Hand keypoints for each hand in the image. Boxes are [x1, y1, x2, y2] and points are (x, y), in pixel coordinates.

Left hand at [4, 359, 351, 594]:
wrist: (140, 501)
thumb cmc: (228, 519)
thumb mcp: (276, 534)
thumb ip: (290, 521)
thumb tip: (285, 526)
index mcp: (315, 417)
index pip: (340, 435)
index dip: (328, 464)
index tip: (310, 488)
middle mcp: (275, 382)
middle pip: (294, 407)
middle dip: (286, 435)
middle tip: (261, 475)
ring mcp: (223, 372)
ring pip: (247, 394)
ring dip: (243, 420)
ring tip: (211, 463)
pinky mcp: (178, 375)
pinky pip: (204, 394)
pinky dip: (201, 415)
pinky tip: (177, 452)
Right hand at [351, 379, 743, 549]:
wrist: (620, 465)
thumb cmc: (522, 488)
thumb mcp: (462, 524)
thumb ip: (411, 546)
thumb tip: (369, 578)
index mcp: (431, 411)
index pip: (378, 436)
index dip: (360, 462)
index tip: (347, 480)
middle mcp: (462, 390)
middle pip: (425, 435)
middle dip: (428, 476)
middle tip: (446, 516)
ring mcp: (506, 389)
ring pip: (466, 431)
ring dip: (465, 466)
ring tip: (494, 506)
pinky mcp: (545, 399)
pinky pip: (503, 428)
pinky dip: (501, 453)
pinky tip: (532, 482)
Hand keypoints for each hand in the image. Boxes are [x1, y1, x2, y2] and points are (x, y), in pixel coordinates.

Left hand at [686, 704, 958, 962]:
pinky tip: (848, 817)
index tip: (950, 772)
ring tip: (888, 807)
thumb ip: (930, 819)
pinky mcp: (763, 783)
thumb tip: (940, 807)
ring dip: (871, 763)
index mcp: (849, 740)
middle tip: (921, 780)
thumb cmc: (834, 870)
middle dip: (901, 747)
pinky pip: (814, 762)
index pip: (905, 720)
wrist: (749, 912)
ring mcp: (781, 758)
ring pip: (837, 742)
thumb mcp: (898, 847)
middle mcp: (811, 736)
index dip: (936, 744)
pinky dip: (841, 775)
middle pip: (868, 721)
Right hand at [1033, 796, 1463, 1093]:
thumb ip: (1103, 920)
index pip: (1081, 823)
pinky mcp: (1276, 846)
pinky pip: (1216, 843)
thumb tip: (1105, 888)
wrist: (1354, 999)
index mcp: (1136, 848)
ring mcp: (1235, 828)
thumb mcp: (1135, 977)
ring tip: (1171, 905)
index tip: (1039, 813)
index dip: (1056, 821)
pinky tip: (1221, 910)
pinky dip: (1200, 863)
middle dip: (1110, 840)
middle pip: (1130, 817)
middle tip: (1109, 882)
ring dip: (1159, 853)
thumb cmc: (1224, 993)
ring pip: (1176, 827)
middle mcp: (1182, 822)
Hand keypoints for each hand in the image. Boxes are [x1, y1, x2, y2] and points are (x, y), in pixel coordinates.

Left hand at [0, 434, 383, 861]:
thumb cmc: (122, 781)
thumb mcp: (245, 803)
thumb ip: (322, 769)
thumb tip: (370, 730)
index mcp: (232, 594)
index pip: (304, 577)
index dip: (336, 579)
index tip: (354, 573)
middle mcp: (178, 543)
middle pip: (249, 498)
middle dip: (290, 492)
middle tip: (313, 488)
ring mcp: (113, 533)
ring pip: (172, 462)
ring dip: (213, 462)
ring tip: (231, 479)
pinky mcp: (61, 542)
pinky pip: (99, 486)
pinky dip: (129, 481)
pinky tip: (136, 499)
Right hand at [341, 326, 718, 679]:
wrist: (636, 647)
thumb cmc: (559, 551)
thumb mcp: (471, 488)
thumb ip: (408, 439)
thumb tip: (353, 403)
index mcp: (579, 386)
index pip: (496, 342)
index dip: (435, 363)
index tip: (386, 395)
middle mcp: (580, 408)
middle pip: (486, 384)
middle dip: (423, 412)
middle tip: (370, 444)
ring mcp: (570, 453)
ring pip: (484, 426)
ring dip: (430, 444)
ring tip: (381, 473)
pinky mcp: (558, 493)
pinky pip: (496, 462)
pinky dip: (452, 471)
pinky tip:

····················

## Your instructions
The full listing is to be restated word for word.

## Output
Hand keypoints for each hand in the image. Boxes are [x1, y1, x2, y2] and points are (x, y), in pixel coordinates.

Left hand at [4, 359, 351, 594]:
wrist: (140, 501)
thumb cmc: (228, 519)
thumb mcp: (276, 534)
thumb ip: (290, 521)
thumb tip: (285, 526)
index mcp: (315, 417)
index pip: (340, 435)
index dip: (328, 464)
index tip: (310, 488)
middle mcp: (275, 382)
middle pip: (294, 407)
middle dip: (286, 435)
middle tip: (261, 475)
ring mcp: (223, 372)
ring pip: (247, 394)
ring dip: (243, 420)
ring tip: (211, 463)
pinky mcp: (178, 375)
pinky pip: (204, 394)
pinky dip: (201, 415)
pinky tip: (177, 452)
Right hand at [351, 379, 743, 549]:
wrist: (620, 465)
thumb cmc: (522, 488)
thumb mcp: (462, 524)
thumb ip: (411, 546)
thumb tip: (369, 578)
index mcp: (431, 411)
index pip: (378, 436)
index dip: (360, 462)
index tip: (347, 480)
middle mcp: (462, 390)
middle pip: (425, 435)
middle dip: (428, 476)
middle tip: (446, 516)
ring mcp: (506, 389)
ring pip: (466, 431)
ring dip: (465, 466)
ring tip: (494, 506)
pinky mcp: (545, 399)
pinky pip: (503, 428)
pinky dip: (501, 453)
pinky tip: (532, 482)
Hand keypoints for each hand in the image. Boxes are [x1, y1, x2, y2] and points are (x, y), in pixel coordinates.

Left hand at [686, 704, 958, 962]:
pinky tip: (848, 817)
index tip: (950, 772)
ring tip: (888, 807)
thumb ip: (930, 819)
pinky mcp: (763, 783)
thumb tip: (940, 807)
ring dip: (871, 763)
index mcp: (849, 740)
middle tip: (921, 780)
thumb cmc: (834, 870)
middle dip: (901, 747)
pinky pip: (814, 762)
index pip: (905, 720)
wrist: (749, 912)
ring mcp: (781, 758)
ring pip: (837, 742)
thumb mcp: (898, 847)
middle mcp: (811, 736)
index dip: (936, 744)
pinky dip: (841, 775)
middle pip: (868, 721)
Right hand at [1033, 796, 1463, 1093]:
thumb ip: (1103, 920)
index pip: (1081, 823)
pinky mcp: (1276, 846)
pinky pip: (1216, 843)
thumb tip: (1105, 888)
wrist: (1354, 999)
index mcp: (1136, 848)
ring mcp: (1235, 828)
thumb mcp: (1135, 977)
ring tip: (1171, 905)
index tip: (1039, 813)
index dip: (1056, 821)
pinky tip: (1221, 910)
pinky dip: (1200, 863)
middle dip: (1110, 840)
middle pip: (1130, 817)
middle tip: (1109, 882)
ring dip: (1159, 853)
thumb cmc: (1224, 993)
ring pip: (1176, 827)
middle mcp: (1182, 822)
Hand keypoints for each hand in the image. Boxes are [x1, y1, x2, y2] and points are (x, y), in pixel coordinates.

Left hand at [0, 434, 383, 861]:
thumb cmc: (122, 781)
thumb mcp: (245, 803)
thumb ip: (322, 769)
thumb tip: (370, 730)
index mcp: (232, 594)
index pip: (304, 577)
index dip: (336, 579)
index tip: (354, 573)
middle mcp: (178, 543)
middle pip: (249, 498)
middle dip: (290, 492)
middle tip: (313, 488)
ring mcp: (113, 533)
ring pip: (172, 462)
ring dip: (213, 462)
ring tip: (231, 479)
pinky mcp: (61, 542)
pinky pip: (99, 486)
pinky dip: (129, 481)
pinky tip: (136, 499)
Right hand at [341, 326, 718, 679]:
wrist: (636, 647)
thumb cmc: (559, 551)
thumb mcp: (471, 488)
thumb ip: (408, 439)
thumb tip: (353, 403)
index mcp: (579, 386)
index pip: (496, 342)
index dip: (435, 363)
index tip: (386, 395)
middle mcp: (580, 408)
middle pip: (486, 384)
middle dip: (423, 412)
middle tip: (370, 444)
ring mcp: (570, 453)
ring pip: (484, 426)
ring dip: (430, 444)
ring tip: (381, 473)
pinky mcp: (558, 493)
pinky pip: (496, 462)
pinky dip: (452, 471)
pinky tip:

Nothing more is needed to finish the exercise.